A team of Wexner Medical Center researchers have developed a program that can distinguish which patients need immediate attention.

Luciano Prevedello, a radiologist at Ohio State, led research that helped build artificial intelligence that analyzes hundreds of CT brain scans. It was created to decrease the time it takes for patients in critical condition to receive care.

The program can read one scan in about six seconds.

Four critical conditions were selected to design the algorithm to detect hemorrhages, masses, hydrocephalus and strokes. Because strokes are traditionally very difficult to detect, a separate algorithm was developed.

Luciano Prevedello, a radiologist at Ohio State, led research on artificial intelligence programs that can speed up the process of analyzing patient scans. Credit: Courtesy of Ohio State

Richard White, chairman of the Department of Radiology at Ohio State, said the practicality of the artificial intelligence program has always been an area of importance, most recently with the screening of strokes.

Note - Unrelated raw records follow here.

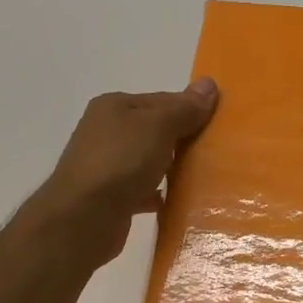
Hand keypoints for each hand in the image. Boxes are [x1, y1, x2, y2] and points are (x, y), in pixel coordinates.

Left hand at [25, 79, 218, 266]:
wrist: (83, 218)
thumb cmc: (121, 162)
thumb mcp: (158, 127)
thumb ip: (184, 108)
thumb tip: (209, 83)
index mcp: (115, 107)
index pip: (162, 100)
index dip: (190, 109)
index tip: (219, 125)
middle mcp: (106, 131)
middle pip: (155, 130)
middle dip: (182, 140)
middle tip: (215, 151)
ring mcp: (106, 165)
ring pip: (149, 160)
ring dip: (171, 167)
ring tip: (202, 177)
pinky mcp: (110, 196)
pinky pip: (143, 189)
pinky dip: (159, 193)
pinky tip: (178, 201)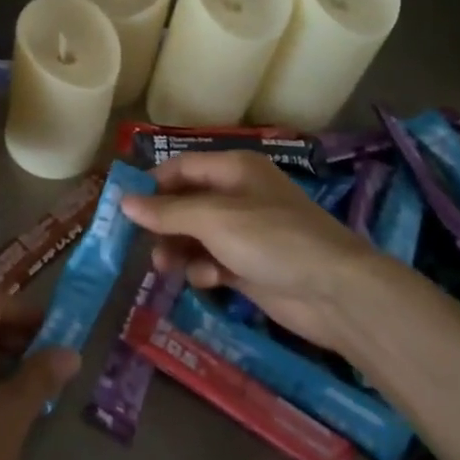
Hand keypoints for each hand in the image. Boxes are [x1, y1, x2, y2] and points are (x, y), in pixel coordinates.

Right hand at [120, 149, 383, 351]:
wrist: (336, 292)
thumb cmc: (272, 240)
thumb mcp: (213, 219)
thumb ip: (166, 211)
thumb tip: (123, 202)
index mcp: (234, 169)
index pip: (181, 167)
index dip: (152, 184)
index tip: (123, 206)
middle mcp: (238, 195)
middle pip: (186, 203)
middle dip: (163, 223)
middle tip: (141, 244)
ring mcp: (246, 233)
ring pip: (196, 235)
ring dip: (178, 249)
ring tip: (165, 267)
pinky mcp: (251, 266)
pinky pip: (213, 261)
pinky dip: (204, 269)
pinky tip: (208, 280)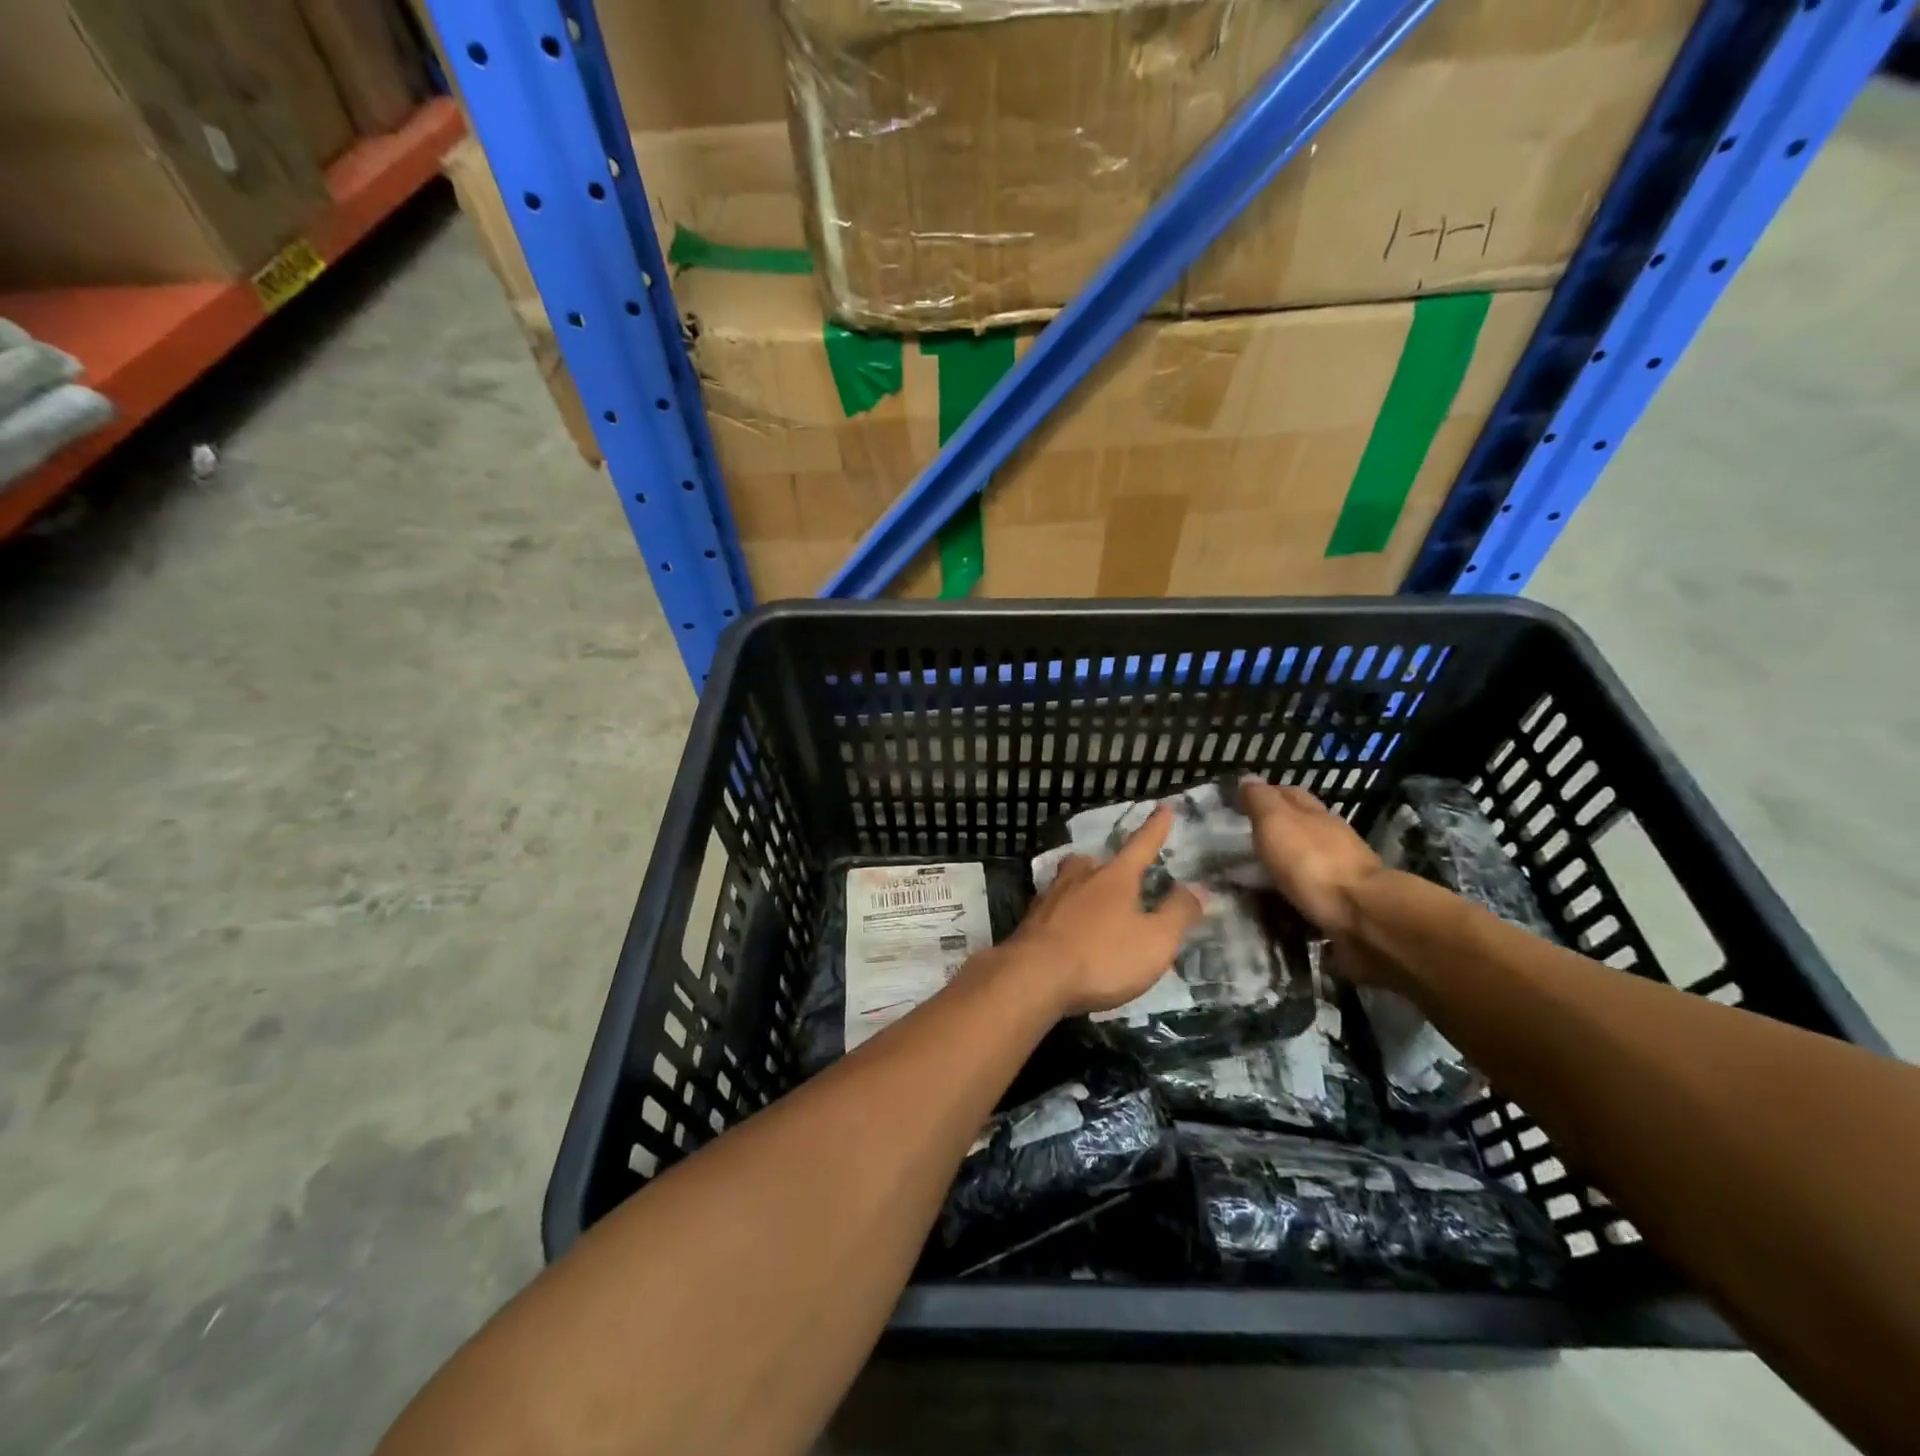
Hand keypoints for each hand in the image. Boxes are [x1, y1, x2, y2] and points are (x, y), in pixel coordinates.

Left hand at [1005, 806, 1204, 1017]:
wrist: (1034, 977)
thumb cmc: (1102, 957)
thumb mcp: (1155, 941)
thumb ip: (1178, 913)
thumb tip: (1198, 887)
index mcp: (1115, 878)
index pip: (1141, 845)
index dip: (1155, 828)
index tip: (1164, 807)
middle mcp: (1081, 878)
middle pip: (1095, 861)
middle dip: (1109, 864)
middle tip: (1118, 873)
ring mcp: (1051, 897)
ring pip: (1069, 879)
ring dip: (1082, 884)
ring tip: (1091, 899)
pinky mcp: (1031, 921)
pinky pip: (1054, 906)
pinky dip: (1065, 911)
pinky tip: (1067, 927)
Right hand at [1240, 780, 1384, 940]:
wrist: (1362, 913)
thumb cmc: (1311, 861)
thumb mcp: (1275, 823)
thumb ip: (1260, 801)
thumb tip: (1248, 777)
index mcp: (1315, 812)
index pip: (1289, 793)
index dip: (1266, 794)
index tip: (1242, 804)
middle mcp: (1333, 834)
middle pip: (1304, 821)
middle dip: (1280, 826)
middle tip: (1250, 838)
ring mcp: (1345, 866)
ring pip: (1312, 853)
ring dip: (1292, 857)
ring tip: (1265, 869)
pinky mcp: (1350, 897)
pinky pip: (1318, 884)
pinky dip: (1301, 883)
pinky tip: (1288, 892)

“We really said, ‘How can we actually get to a patient in need quicker?’ by the virtue of this alerting us to the presence of something,” White said.

In addition to identifying one of the four abnormalities, the algorithm program also can prioritize health issues based on how important they are.

The researchers used 2,583 images from 246 patient scans to create the algorithms. Of those, 100 scans were tested to determine how critical a patient’s needs were. According to the research, one algorithm was over 90 percent accurate in recognizing brain abnormalities such as tumors. The other algorithm was over 80 percent accurate in detecting strokes.

The issue with current medical treatment is that many scans are marked as urgent by doctors who feel a patient’s condition could be critical. This creates a large pool of scans, all with similar levels of urgency. For scans to then be prioritized by severity, a doctor must be looking at the group of scans. That is why the complete accuracy of the algorithm is not entirely important, as long as the program is working in real-time to alert medical professionals, Prevedello said.

“The whole data set can say, ‘OK, based on the analysis there is a lot more urgent finding here,’ and it can grade that urgency,” he said. “And then we can use that information to restructure the workload in the way that the most critical findings go to the top of the list.”

White has been in charge of providing the support and securing financial and philanthropic aid for the project.

“I think this will become the identity for [the radiology] department,” White said. “It’s an opportunity for us to allow, for the first time in my recollection, Ohio State’s radiology program to jump out in the ranks, which is exciting.”

Prevedello said the artificial intelligence, although not free of error, is useful because of its consistency.

“Computers also don’t sleep, so that consistency and the fact that it’s always there and can be executed in almost real-time really improves patient care overall,” he said. “It’s like having another set of eyes on your studies and making sure nothing will fall through the cracks.”

Artificial intelligence within the medical field is not a concept out of reach anymore with advances in technology happening each day.

“The software that we’ve developed might not be immediately implemented, but the concept of having artificial intelligence in our practices is not entirely new.” Prevedello said. “It’s just getting more sophisticated.”